«Если ты не можешь измерить это в деньгах, ты не можешь этим управлять. Большинство отчётов об угрозах остаются на уровне абстракций, а руководство требует понятных цифр перед подписанием чеков. Реальный перевод киберугроз в рублёвые показатели, это не калькуляция по усреднённым прайс-листам, а создание финансового языка, на котором говорит и ИБ-отдел, и CFO.»
**Киберриски, это не абстракция**
Риск-менеджмент в информационной безопасности часто заканчивается на красивых диаграммах с красными и зелёными зонами. Пока угроза не реализовалась, её воспринимают как маловероятное событие. Однако для управления ресурсами, особенно в условиях ограниченных бюджетов, необходимо говорить на языке убытков и упущенной выгоды — то есть на языке финансов. Руководство справедливо задаёт вопрос: «Сколько это стоит?». Отсутствие внятного ответа в рублях переводит ИБ из категории необходимых инвестиций в категорию затрат, которые можно сократить.
Оценка на основе страховых выплат или мировых практик часто нерелевантна для российских реалий из-за разницы в бизнес-среде, регуляторике и судебной практике. Нужна методология, которая будет отражать специфику конкретного бизнеса.

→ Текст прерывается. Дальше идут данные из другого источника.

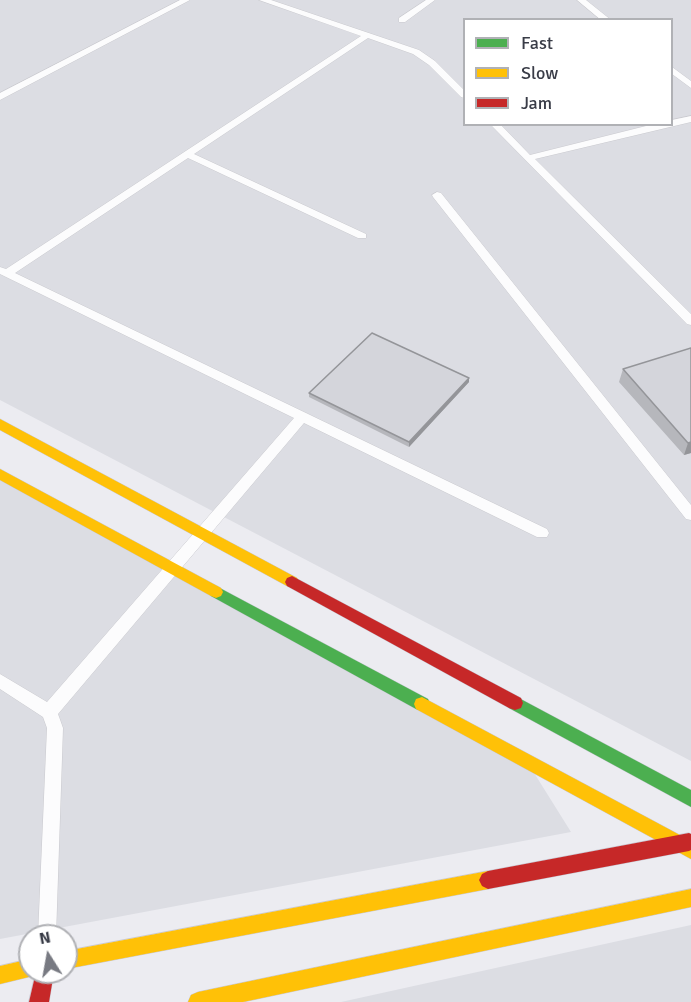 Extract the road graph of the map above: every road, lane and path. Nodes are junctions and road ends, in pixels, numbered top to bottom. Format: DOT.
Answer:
graph roads {
  1 [pos="186,0"];
  2 [pos="263,0"];
  3 [pos="431,0"];
  4 [pos="581,0"];
  5 [pos="604,18"];
  6 [pos="402,20"];
  7 [pos="365,37"];
  8 [pos="673,71"];
  9 [pos="691,85"];
  10 [pos="463,93"];
  11 [pos="0,97"];
  12 [pos="691,119"];
  13 [pos="673,123"];
  14 [pos="496,126"];
  15 [pos="659,126"];
  16 [pos="187,154"];
  17 [pos="528,158"];
  18 [pos="437,195"];
  19 [pos="362,236"];
  20 [pos="4,271"];
  21 [pos="691,321"];
  22 [pos="303,416"];
  23 [pos="0,424"];
  24 [pos="0,474"];
  25 [pos="691,515"];
  26 [pos="542,532"];
  27 [pos="201,535"];
  28 [pos="174,567"];
  29 [pos="0,681"];
  30 [pos="49,712"];
  31 [pos="691,799"];
  32 [pos="688,845"];
  33 [pos="691,898"];
  34 [pos="47,924"];
  35 [pos="78,958"];
  36 [pos="18,971"];
  37 [pos="0,975"];
  38 [pos="43,984"];
  39 [pos="39,1002"];
  40 [pos="198,1002"];
  1 -- 11 [label="lane"];
  2 -- 7 [label="lane"];
  3 -- 6 [label="lane"];
  4 -- 5 [label="lane"];
  7 -- 10 [label="lane"];
  7 -- 16 [label="lane"];
  8 -- 9 [label="lane"];
  12 -- 13 [label="lane"];
  14 -- 17 [label="lane"];
  15 -- 17 [label="lane"];
  16 -- 19 [label="lane"];
  16 -- 20 [label="lane"];
  17 -- 21 [label="lane"];
  18 -- 25 [label="lane"];
  20 -- 22 [label="lane"];
  22 -- 26 [label="lane"];
  22 -- 27 [label="lane"];
  23 -- 27 [label="main road"];
  24 -- 28 [label="main road"];
  27 -- 28 [label="lane"];
  27 -- 31 [label="main road"];
  28 -- 30 [label="lane"];
  28 -- 32 [label="main road"];
  29 -- 30 [label="lane"];
  30 -- 34 [label="lane"];
  32 -- 35 [label="main road"];
  33 -- 40 [label="main road"];
  36 -- 37 [label="main road"];
  38 -- 39 [label="main road"];
}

От оценки потерь к цене инцидента
Прямые финансовые потери (операционные убытки) наиболее очевидны. К ним относятся:
- Платежи требований: сумма, перечисленная злоумышленникам при успешной атаке, включая все скрытые транзакции.
- Стоимость восстановления: затраты на аварийное восстановление инфраструктуры (ВКС, БД, файловое хранилище), включая стоимость новых лицензий, оборудования или развёртывания в резервном ЦОДе.
- Штрафы регуляторов: например, по 152-ФЗ за утечку персональных данных, которые могут достигать 1 млн рублей в совокупности, но при массовых утечках в публичном пространстве риски существенно выше в виде приостановки деятельности.
Упущенная выгода (потеря дохода) — менее очевидный, но часто более масштабный компонент. Сюда входит:
- Простой производства: остановка конвейера, невозможность запустить расчётные модели или отгрузку товара из-за блокировки ERP-системы.
- Снижение конверсии: падение доверия клиентов после утечки данных, что ведёт к сокращению повторных покупок и новой аудитории.
- Потеря конкурентного преимущества: утечка коммерческой тайны (например, R&D-разработок, прайс-листов) даёт конкурентам фору, который сложно выразить в деньгах сразу, но эффект накапливается.
Складываемые факторы: как не посчитать дважды
При подсчёте важно избежать дублирования ущерба. Основная ошибка — считать одно и то же несколько раз под разными заголовками. Например, простой CRM-системы может одновременно привести к потере обращений (упущенная выгода), необходимости платить сверхурочные сотрудникам кол-центра (прямые затраты) и штрафам за нарушение SLA с партнёрами (репутационные иски). Правильным подходом будет составление таблицы, связывающей первопричину (инцидент) с его финансовыми последствиями в строгих причинно-следственных цепочках.
Так, утечка БД клиентов не должна учитывать и штраф по 152-ФЗ, и потерю части клиентов, которые были утеряны именно из-за действий регулятора. Эти последствия нужно разносить по отдельным строкам расчёта и связывать с конкретной причиной, чтобы итоговая сумма отражала реальный ущерб, а не сумму повторов.